When all was told he was of no further use to the Government. He was released, and one fine morning in September, '96, he walked out of his prison a morose and lonely man. Resolute and daring by nature, but accustomed to live in the open, with the sound of the lark in his ears, it was only in the solitude of his cell that he had fallen below himself. Now, under the open sky, he paid the penalty in a load of shame and remorse. His feet carried him to the Jacobite house of call in Maiden Lane, whither he had directed his nag to be sent; but on his arrival at the inn his eye told him that the place was changed. The ostler, who had been his slave, looked askance at him, the landlord, once his obedient servant, turned his back. He was no longer Mr. Hunt, of Romney, but Hunt the Approver, Hunt the Evidence. Flinging down a crown and a curse he rode desperately out of the yard, and made haste to leave London behind him.

But in the country it was little better. At inns on the Dover road, where he had swaggered in old days the hero of a transparent mystery, and only less admired than the famous Mr. Birkenhead, the Jacobite post, whom even the Tower failed to confine—at these his reception was now cold and formal; and presently the man's heart and hopes went forward and settled hungrily on the two things left to him in this changed world, his home in the marshes and his girl. His heart cried home! The slighting looks of men who would have succumbed to a tithe of his temptations, would not reach him there; there—he had a reason for believing it—he would still read love and welcome in his child's eyes.
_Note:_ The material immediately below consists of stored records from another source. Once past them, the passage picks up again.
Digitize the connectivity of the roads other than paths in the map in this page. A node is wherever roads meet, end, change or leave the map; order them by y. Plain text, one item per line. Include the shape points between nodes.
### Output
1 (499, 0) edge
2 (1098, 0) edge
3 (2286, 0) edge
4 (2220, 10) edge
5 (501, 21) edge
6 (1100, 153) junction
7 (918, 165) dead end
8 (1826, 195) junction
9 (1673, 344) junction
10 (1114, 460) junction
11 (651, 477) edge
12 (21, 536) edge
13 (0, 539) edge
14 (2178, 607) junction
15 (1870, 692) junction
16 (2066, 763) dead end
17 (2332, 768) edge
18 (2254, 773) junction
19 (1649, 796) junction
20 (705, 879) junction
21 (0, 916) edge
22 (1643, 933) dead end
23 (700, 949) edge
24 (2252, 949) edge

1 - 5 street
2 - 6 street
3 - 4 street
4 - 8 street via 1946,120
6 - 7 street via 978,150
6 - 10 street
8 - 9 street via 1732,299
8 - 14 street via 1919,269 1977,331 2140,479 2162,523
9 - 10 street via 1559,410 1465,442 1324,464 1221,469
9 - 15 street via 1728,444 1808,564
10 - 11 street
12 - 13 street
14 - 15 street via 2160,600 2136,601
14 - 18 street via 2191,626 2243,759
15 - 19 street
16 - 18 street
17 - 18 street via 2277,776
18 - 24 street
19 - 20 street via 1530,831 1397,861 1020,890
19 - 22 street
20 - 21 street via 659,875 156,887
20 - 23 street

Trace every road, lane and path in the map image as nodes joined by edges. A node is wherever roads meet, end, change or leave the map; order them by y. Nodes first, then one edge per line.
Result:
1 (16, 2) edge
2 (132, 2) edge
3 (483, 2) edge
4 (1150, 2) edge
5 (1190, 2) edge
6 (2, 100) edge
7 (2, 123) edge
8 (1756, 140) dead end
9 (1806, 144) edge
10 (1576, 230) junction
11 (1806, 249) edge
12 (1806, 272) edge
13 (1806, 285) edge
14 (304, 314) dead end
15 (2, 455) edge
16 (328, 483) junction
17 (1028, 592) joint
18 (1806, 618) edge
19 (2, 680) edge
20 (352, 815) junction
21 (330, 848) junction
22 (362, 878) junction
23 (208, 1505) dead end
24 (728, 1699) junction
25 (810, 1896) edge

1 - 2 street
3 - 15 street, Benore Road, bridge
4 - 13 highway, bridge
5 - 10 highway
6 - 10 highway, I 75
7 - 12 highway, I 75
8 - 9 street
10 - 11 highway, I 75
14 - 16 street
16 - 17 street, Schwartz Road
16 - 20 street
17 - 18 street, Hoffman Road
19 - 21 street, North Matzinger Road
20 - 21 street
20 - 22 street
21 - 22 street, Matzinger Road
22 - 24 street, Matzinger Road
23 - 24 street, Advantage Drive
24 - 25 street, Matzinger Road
He was so far from having a turn for sentiment that the gibbet at Dartford, though he had lain down and risen up for weeks under the shadow of the gallows, caused him no qualms as he passed under it; nor the man who hung in chains upon it. But when he rode up to the tavern at the last stage short of Romney and saw Trot Eubank, the Romney apothecary, loitering before the house, he drove an oath through his closed teeth.

The man of drugs was too distant to hear it; nevertheless he smiled, and not pleasantly. The apothecary had red cheeks and a black wig, and a splayed face that promised heartiness. His small fishy eyes, however, with a cast in them that was next door to a squint, belied the promise. He came up to Hunt's stirrup and gave him joy of his freedom very loudly. "And you will find all well at home," he continued. "All well and hearty."

Hunt thanked him coldly, watered his horse, and drank a cup of ale with the landlord; who looked at him pitifully, as at a man once admirable and now fallen. Then he climbed into his saddle again and started briskly. But he had not ridden a hundred paces before Eubank, on his old white mare, was at his side. "My way is your way," said he.

Hunt grunted, and wondered how long that had been so; for New Romney, where the apothecary lived, lay to the right. But he said nothing.

"They have quartered three soldiers on you," Eubank continued, squinting out of the corner of one eye to mark the effect of his words, "and an officer."

The smuggler checked his horse. "As if I had not done enough for them!" he cried bitterly.

"Umph!" said the apothecary, drily, and with meaning. "The truth, the whole truth, and nothing but the truth! Eh, Mr. Hunt?"